Political

The Best Man: Gore Vidal’s film about a US Presidential selection contest

Until I read about The Best Man in a positive review from a friend, this political thriller has completely passed me by, yet it is one of the best of the genre I have seen.

The Best Man DVD coverWritten by Gore Vidal it unsurprisingly takes a caustic view of politics, but also takes a realistic one. Unlike the cartoon character villains or heroes usually used to depict politicians in fiction, the characters in this film are rounded, subtle, believable and behave like real politicians.

The story is of a National Presidential Convention in 1964 for an unnamed party which has yet to choose between an Adlai Stevenson / John F Kennedy type candidate (William Russell, played by Henry Fonda) and a Richard Nixon type candidate (Joe Cantwell, played by Cliff Robertson). It is good dramatic stuff, with Russell sufficiently flawed that there is no simple good guy to cheer to victory and genuine tension until the very end as to who is going to win.

As you might expect from a Gore Vidal film, it treats themes such as segregation, the role of women in politics and homosexuality in a more modern and liberal way than many of the time. Even so, the portrayal of a key gay character is at times uncomfortably caricatured to contemporary eyes.

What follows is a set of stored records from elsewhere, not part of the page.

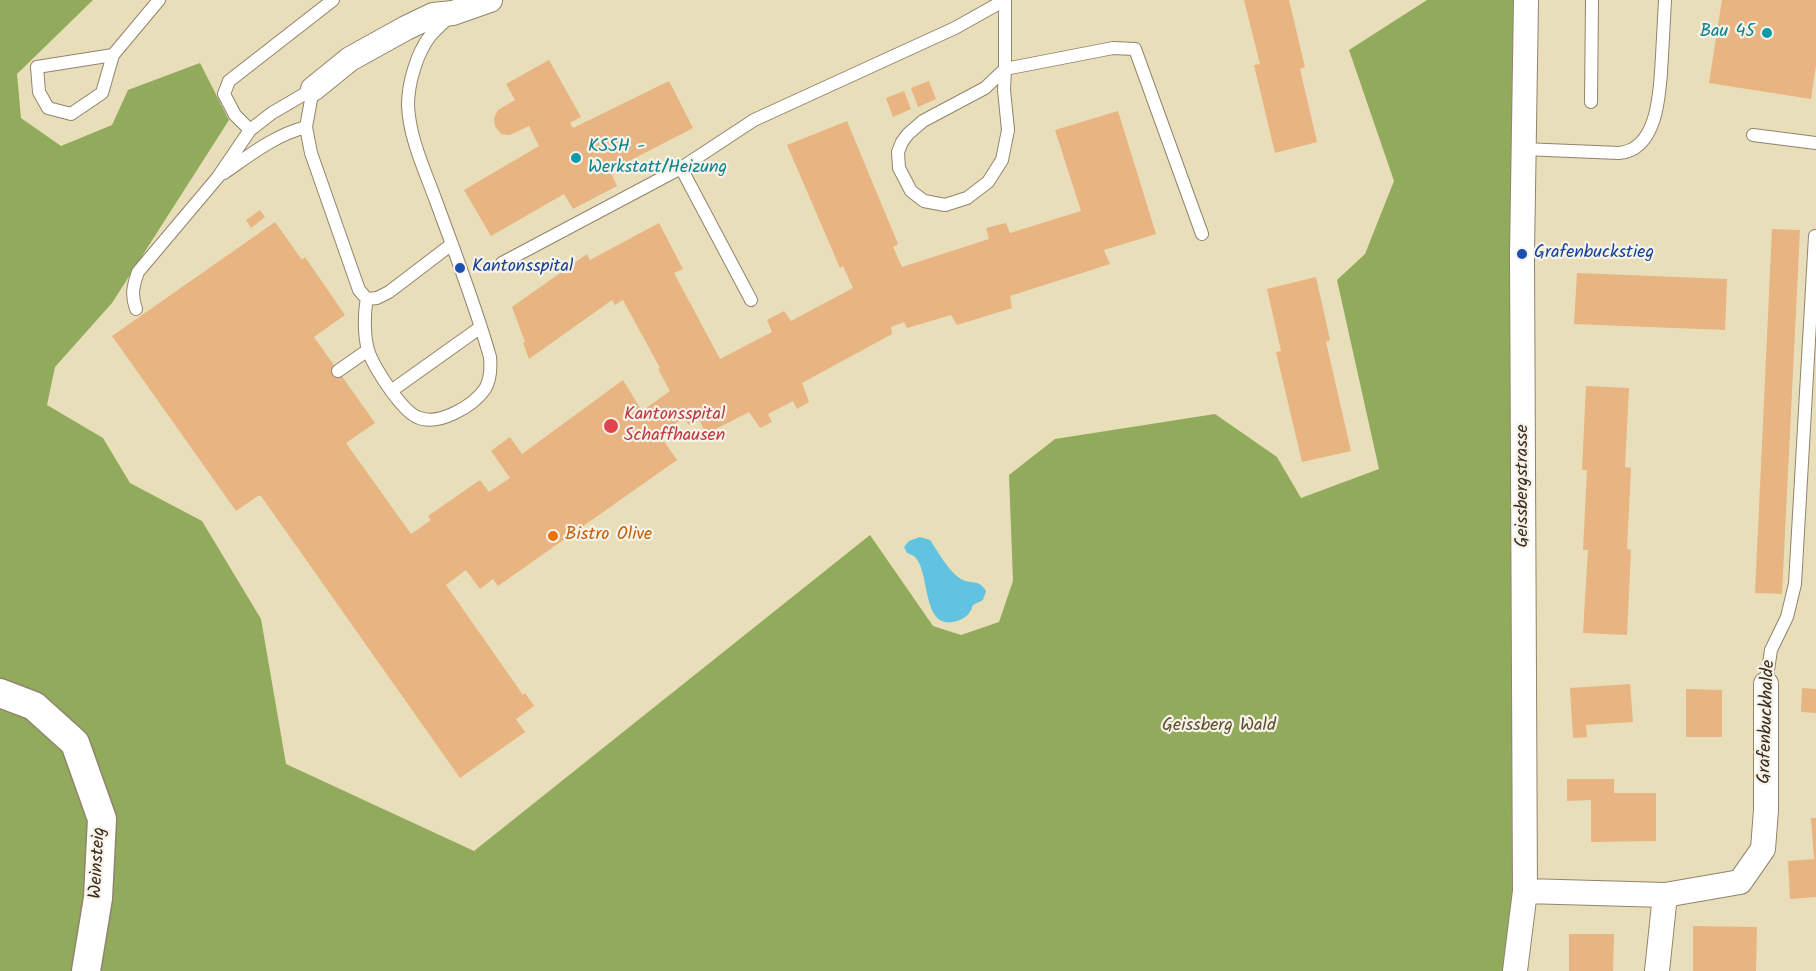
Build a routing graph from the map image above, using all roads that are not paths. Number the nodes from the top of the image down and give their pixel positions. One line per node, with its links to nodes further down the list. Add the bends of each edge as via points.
1 (159, 0): 9 (lane)
2 (333, 0): 14 (lane, via 229,81 224,94 235,115)
3 (489, 0): 8 (street)
4 (1005, 0): 10 (lane); 18 (lane, via 955,28 754,120)
5 (1526, 0): 17 (street, Geissbergstrasse)
6 (1592, 0): 12 (lane)
7 (1665, 0): 17 (lane, via 1659,99 1652,125 1640,144 1626,153)
8 (453, 13): 11 (street, via 434,15 406,28 350,59); 22 (lane, via 430,36 420,55 408,105 422,162)
9 (112, 55): 9 (lane, via 37,67 39,92 48,108 71,114 102,93)
10 (1005, 69): 10 (lane, via 985,88 923,121 902,141 899,168 911,190 924,201 945,205 967,198 988,182 1002,160 1008,130); 20 (lane, via 1113,48 1135,49)
11 (314, 89): 13 (lane); 14 (lane)
12 (1591, 102)
13 (306, 127): 19 (lane, via 269,142); 24 (lane, via 311,153 359,290)
14 (250, 130): 19 (lane)
15 (1754, 135): 16 (lane)
16 (1816, 143)
17 (1523, 149): 33 (street, Geissbergstrasse)
18 (681, 168): 23 (lane); 25 (lane)
19 (218, 177): 26 (lane, via 138,272 132,287)
20 (1202, 234)
21 (1815, 236): 31 (lane, Grafenbuckhalde, via 1795,584 1787,617 1771,650)
22 (452, 244): 24 (lane, via 389,292); 27 (lane)
23 (502, 263)
24 (367, 299): 28 (lane, via 364,313)
25 (751, 300)
26 (136, 309)
27 (481, 327): 30 (lane); 30 (lane, via 491,373 485,388 469,404 451,415 426,419 417,417)
28 (368, 350): 29 (lane); 30 (lane)
29 (338, 371)
30 (391, 391)
31 (1766, 684): 34 (street, Grafenbuckhalde, via 1766,810 1762,849 1740,882)
32 (0, 693): 36 (street, Weinsteig, via 34,706 75,743 102,819 98,898)
33 (1525, 891): 34 (street, Grafenbuckhalde); 35 (street, Geissbergstrasse)
34 (1665, 895): 37 (street)
35 (1516, 970)
36 (86, 971)
37 (1657, 971)

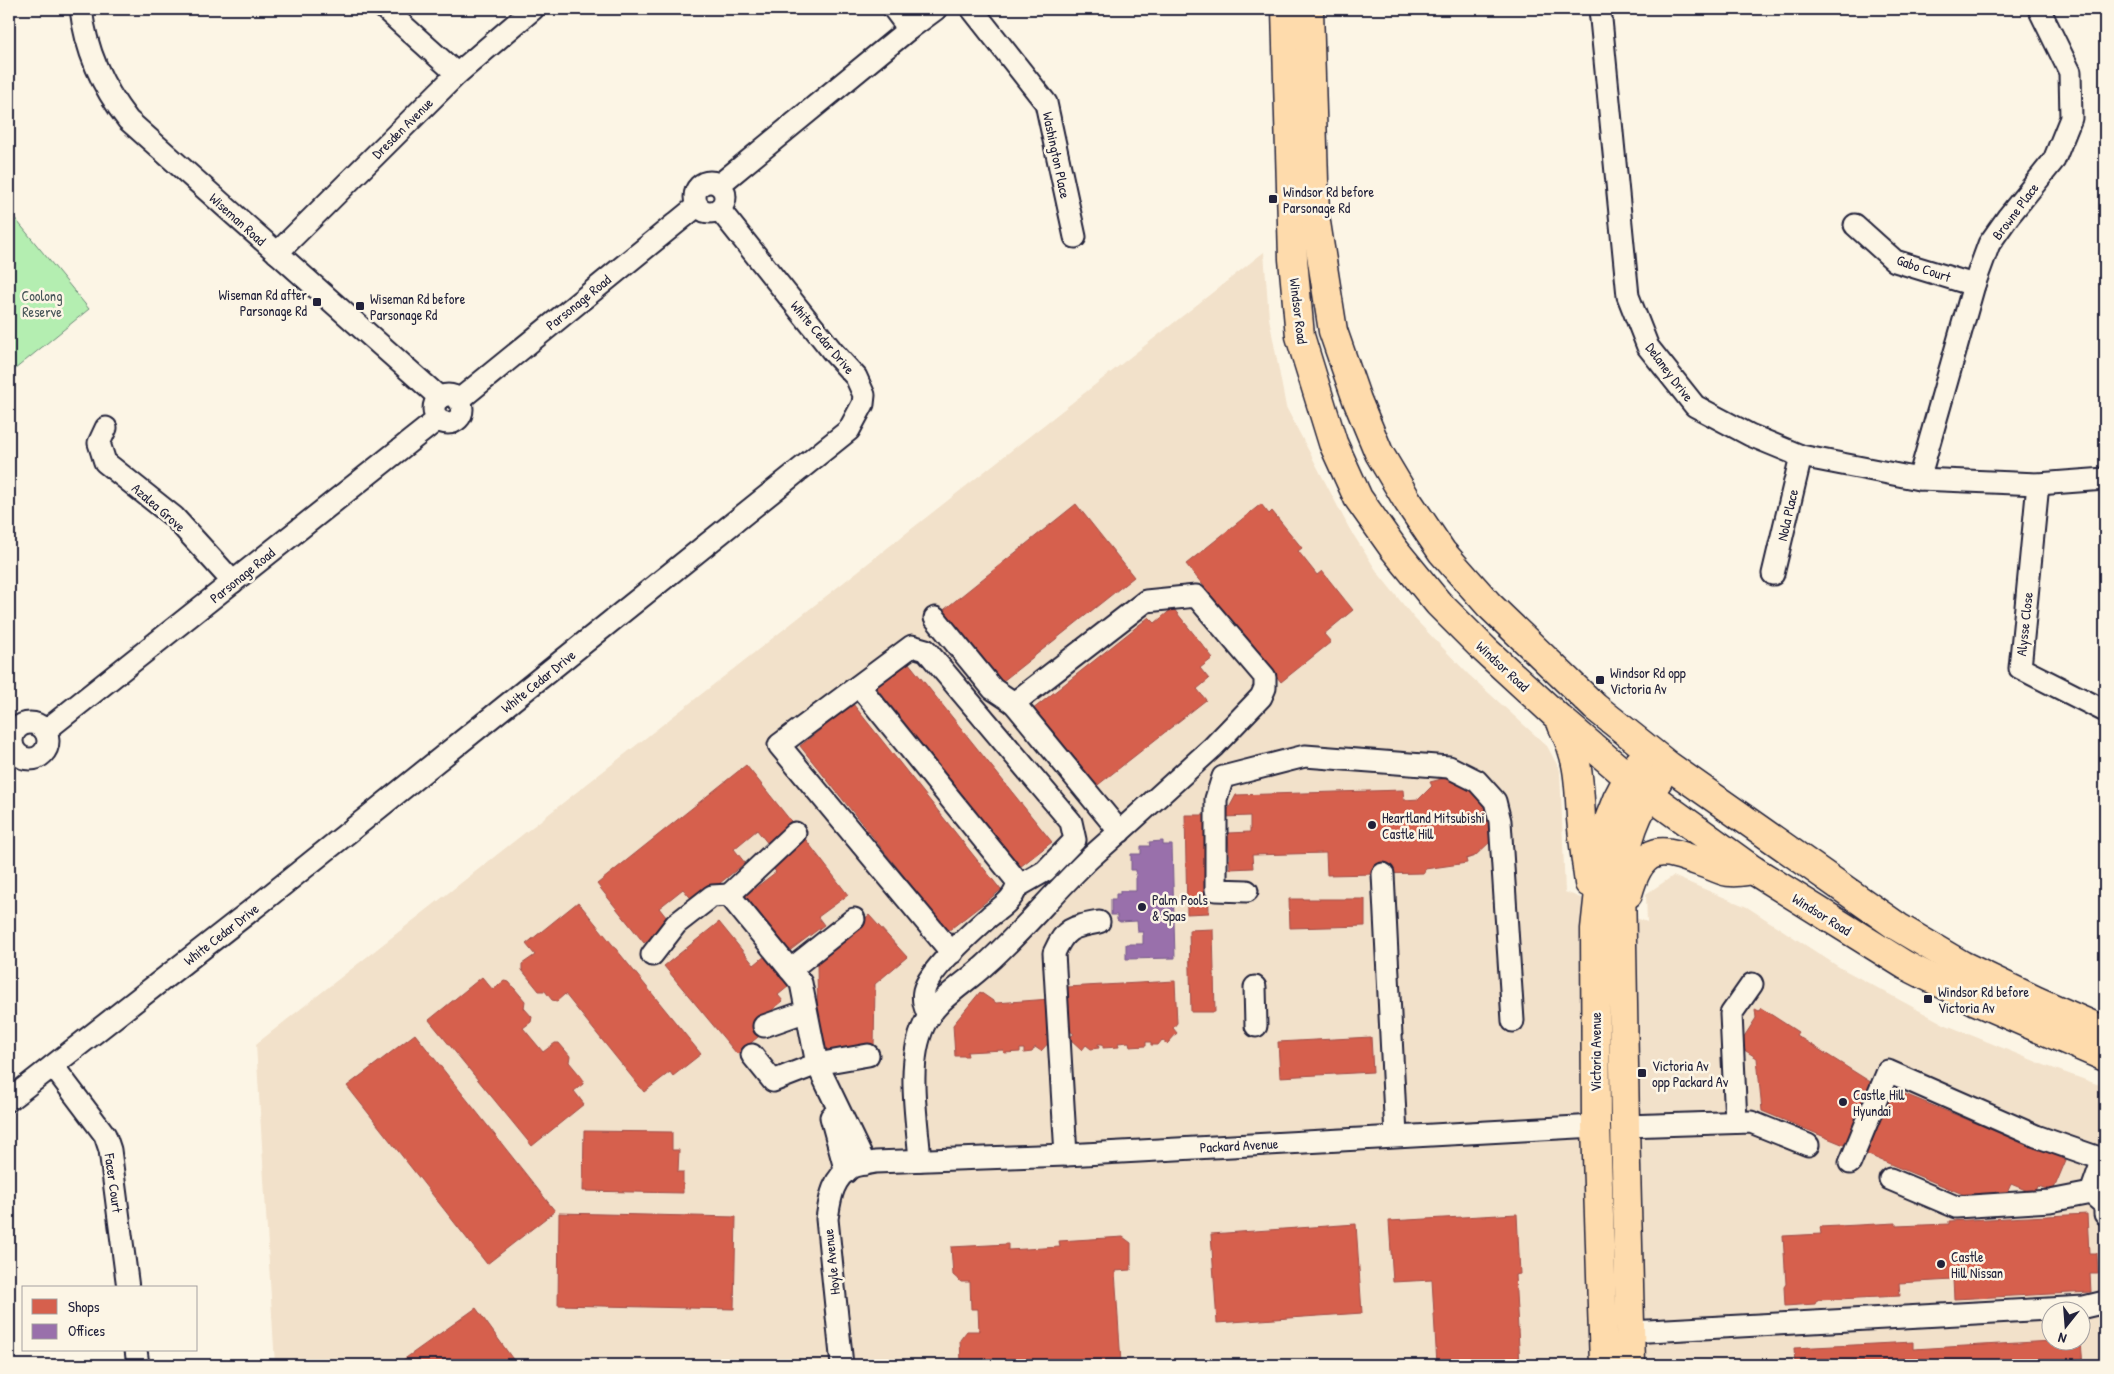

Yet much of the dialogue is waspish and benefits from close listening, having the sort of pacy intelligence which The West Wing had at its best. Two comments in particular, from the ex-President being courted by Russell and Cantwell, stuck in my mind. Both were directed at Russell:

The people like your sort. They figure since you’ve got so much money of your own, you won’t go stealing theirs.

and

You’ve got such a good mind that sometimes you get so busy thinking how complex everything is, that important problems don’t get solved.

Great fun to watch.

Buy Gore Vidal’s The Best Man, starring Henry Fonda and Cliff Robertson here.

4 responses to “The Best Man: Gore Vidal’s film about a US Presidential selection contest”

  1. I would certainly endorse that recommendation and point out that, although a knowledge of the US political system gives one a head-start, it is not necessary for an appreciation of the deal-making and -breaking that goes on in the film. The pay-off is especially telling.

    As a bonus, there is a cameo by a then matronly Gene Tierney as a Washington hostess.

  2. I placed Gene Tierney in the wrong film – she was in that other excellent dissection of US politics, “Advise and Consent”. For an equivalent cynical analysis of British party politics, I would recommend “No Love for Johnnie” some of whose themes are still relevant today.

    • Thanks for those tips Frank. Never watched Advise and Consent. May now go and put it on my shopping list…

  3. The stage version of The Best Man was on in London earlier this year with Martin Shaw. The film of Advise and Consent is superb – Charles Laughton in his last role before he died is unforgettable as the Dixiecrat Senator Seb Cooley. However, the book (and series of which it is part) by Allen Drury is even better.